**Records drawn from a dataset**

========================================

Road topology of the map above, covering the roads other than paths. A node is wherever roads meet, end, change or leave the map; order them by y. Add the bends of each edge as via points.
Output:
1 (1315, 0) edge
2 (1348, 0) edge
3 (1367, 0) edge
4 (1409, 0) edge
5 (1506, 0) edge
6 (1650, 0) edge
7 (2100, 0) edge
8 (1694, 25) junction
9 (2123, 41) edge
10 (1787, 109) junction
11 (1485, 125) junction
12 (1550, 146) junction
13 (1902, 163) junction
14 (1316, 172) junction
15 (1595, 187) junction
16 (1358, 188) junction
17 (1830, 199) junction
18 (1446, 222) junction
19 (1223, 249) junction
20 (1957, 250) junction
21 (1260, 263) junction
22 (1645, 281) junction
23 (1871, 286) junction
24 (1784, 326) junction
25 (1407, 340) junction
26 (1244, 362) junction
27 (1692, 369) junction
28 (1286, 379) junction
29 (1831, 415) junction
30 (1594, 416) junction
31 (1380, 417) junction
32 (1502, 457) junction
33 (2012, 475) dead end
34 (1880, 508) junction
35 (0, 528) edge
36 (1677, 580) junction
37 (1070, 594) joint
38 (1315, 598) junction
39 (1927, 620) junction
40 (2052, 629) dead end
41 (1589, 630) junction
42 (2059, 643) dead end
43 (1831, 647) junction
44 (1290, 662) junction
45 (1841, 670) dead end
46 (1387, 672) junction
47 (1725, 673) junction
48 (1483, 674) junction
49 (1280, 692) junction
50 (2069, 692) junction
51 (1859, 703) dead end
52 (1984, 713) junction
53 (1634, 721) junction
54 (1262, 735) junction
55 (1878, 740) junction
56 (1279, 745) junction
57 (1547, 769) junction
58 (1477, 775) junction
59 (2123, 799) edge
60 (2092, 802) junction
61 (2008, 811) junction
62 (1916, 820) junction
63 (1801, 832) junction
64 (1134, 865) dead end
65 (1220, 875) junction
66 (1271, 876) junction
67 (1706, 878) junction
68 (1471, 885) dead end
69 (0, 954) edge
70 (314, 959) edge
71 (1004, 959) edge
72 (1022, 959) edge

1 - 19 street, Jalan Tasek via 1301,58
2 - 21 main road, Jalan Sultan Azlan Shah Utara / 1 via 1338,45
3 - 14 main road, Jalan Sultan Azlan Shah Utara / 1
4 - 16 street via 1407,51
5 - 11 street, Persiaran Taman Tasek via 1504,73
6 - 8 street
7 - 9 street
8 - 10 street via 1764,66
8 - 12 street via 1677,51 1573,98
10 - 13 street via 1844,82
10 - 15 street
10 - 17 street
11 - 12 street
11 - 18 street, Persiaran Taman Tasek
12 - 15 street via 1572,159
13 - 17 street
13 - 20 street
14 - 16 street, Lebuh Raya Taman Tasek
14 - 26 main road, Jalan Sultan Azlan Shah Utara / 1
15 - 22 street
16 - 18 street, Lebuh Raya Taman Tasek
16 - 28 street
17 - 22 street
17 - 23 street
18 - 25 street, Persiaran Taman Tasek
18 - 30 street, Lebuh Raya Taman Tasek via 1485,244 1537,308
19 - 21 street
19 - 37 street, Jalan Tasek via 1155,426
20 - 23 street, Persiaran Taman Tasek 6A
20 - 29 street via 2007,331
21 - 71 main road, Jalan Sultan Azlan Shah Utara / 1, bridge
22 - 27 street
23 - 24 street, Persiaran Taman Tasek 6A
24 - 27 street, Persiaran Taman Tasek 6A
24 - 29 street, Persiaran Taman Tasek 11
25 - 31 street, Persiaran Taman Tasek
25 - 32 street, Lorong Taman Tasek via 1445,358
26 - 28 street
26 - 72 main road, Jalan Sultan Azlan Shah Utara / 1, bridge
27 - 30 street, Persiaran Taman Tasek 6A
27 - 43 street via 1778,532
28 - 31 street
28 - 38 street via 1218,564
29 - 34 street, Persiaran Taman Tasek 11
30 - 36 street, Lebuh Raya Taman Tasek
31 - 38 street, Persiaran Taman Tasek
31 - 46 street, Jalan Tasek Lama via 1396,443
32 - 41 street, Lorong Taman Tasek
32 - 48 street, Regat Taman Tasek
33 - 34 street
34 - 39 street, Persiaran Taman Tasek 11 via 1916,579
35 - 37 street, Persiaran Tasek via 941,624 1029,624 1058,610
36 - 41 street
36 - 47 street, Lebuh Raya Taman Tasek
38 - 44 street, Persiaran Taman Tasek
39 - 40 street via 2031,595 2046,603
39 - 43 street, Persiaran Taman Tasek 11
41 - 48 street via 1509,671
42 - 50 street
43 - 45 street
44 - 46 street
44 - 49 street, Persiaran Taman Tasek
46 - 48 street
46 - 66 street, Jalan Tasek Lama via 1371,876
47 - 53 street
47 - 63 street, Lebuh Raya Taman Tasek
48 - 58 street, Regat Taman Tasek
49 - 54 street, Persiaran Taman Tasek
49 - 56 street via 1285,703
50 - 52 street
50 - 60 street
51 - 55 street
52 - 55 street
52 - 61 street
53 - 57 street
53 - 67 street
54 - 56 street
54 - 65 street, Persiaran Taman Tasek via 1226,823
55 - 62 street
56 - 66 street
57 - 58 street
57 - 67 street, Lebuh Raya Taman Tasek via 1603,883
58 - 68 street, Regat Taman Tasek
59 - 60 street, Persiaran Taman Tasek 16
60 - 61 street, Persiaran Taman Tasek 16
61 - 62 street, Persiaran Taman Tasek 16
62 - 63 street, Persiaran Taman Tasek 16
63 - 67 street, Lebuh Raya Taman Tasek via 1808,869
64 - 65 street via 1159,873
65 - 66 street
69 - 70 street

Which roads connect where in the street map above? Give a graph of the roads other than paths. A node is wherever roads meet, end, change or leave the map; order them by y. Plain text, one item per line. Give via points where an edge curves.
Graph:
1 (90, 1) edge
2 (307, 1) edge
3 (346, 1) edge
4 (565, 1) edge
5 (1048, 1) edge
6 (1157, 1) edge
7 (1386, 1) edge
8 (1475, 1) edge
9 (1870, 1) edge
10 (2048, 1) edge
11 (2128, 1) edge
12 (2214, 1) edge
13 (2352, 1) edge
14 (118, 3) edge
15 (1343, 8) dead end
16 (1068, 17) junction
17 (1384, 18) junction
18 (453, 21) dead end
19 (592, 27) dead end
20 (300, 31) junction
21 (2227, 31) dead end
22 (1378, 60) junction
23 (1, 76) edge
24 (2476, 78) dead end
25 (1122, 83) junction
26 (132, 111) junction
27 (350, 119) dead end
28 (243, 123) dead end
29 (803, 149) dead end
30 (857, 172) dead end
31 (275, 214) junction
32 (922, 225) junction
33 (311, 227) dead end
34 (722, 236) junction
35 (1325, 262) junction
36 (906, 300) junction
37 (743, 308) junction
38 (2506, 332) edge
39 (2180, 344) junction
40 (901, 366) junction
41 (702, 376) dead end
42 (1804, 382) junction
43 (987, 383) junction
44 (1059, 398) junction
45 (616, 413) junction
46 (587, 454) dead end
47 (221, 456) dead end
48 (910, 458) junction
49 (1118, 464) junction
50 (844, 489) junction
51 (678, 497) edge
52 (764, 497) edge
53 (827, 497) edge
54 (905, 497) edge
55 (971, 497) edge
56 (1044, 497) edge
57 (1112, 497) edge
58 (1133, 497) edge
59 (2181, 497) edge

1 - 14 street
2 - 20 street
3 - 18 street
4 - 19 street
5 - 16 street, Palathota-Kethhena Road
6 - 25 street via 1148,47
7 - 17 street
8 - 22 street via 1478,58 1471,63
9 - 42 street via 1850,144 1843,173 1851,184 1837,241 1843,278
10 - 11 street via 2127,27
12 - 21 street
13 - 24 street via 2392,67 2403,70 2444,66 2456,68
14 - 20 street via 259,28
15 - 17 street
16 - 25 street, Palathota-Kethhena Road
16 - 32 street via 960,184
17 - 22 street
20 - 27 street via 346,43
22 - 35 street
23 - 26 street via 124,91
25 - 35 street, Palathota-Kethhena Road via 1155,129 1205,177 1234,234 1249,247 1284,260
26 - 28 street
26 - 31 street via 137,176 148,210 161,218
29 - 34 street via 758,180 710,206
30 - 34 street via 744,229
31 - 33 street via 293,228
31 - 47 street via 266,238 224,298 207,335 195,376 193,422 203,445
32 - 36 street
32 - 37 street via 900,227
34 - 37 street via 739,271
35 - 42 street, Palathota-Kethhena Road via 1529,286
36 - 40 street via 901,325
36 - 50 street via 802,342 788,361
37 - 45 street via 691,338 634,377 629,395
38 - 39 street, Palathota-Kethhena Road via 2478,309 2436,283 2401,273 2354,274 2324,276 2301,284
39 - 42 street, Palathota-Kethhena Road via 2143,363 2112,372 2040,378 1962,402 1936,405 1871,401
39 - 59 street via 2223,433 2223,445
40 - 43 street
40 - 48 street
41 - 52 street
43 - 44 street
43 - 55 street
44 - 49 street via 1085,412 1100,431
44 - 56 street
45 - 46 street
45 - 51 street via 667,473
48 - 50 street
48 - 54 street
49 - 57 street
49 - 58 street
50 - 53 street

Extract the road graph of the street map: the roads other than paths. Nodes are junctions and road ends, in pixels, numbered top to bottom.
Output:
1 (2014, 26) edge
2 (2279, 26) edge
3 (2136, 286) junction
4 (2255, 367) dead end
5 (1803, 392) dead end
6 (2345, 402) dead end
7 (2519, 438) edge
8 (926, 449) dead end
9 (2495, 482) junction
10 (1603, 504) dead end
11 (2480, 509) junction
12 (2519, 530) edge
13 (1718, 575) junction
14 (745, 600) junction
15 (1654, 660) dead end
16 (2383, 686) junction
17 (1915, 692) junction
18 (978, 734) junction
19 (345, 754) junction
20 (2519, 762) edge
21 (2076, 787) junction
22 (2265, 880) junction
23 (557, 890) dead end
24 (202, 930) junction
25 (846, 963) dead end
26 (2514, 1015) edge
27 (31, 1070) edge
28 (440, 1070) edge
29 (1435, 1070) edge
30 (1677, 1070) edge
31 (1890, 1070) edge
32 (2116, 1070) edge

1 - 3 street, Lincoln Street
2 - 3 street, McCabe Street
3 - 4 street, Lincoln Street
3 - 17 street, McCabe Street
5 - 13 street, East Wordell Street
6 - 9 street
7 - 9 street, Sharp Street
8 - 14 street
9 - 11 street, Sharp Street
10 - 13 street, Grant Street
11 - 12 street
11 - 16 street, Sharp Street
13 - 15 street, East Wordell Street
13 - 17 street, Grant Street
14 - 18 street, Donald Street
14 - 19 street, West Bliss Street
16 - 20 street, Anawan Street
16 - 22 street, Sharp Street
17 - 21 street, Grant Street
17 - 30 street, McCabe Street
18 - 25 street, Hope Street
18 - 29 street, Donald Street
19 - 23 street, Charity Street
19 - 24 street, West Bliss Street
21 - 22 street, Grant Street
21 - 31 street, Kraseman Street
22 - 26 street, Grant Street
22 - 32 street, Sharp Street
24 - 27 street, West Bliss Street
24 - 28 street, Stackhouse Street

========================================

**WHAT IS REQUIRED**
Give the number of lines in the data above that contain the word "Wordell", with no accompanying text.

**ANSWER TO THE EXERCISE**
2